Lorazepam is a drug that has been widely used for over 30 years. Whereas its therapeutic and amnestic effects are fairly well known, the visuo-perceptual impairments induced by this drug have been studied to a much lesser degree and only little is known about the influence of lorazepam on the time course of visual information processing. To gain a better insight specifically on these temporal characteristics, we used the recently discovered backward masking technique, 'shine-through', in which a vernier target precedes a grating. We tested subjects, treated with lorazepam, diazepam, or a placebo, with masking gratings of various spatial layouts. Our experiments reveal surprising results.

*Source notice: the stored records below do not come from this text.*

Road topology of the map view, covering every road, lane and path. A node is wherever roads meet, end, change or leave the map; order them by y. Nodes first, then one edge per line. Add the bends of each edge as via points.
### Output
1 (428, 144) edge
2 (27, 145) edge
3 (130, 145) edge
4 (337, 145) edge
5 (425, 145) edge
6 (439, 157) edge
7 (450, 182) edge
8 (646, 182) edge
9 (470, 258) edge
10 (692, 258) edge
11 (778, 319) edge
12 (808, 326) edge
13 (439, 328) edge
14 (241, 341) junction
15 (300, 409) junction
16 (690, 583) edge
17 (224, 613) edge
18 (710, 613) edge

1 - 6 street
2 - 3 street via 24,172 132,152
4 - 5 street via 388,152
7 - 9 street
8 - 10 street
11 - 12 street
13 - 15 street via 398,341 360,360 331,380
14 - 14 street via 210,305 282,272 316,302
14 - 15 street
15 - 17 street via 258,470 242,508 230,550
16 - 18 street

First, for the unmasked vernier target, lorazepam induced a strong deterioration of performance compared to both diazepam and placebo. Performance deteriorated even more significantly if a masking grating was presented following the vernier. We observed that vernier discrimination could be completely abolished even if the grating appeared 400 ms after the vernier presentation. Such long time intervals are beyond usual visual masking effects. When performing the task under placebo, the participants perceived the vernier target and the masking grating as two independent time events rather than as a single event. It appears that lorazepam prolongs dramatically the processing of visual targets. The masking effects revealed here are specific to the type of grating and are much stronger under lorazepam than under diazepam.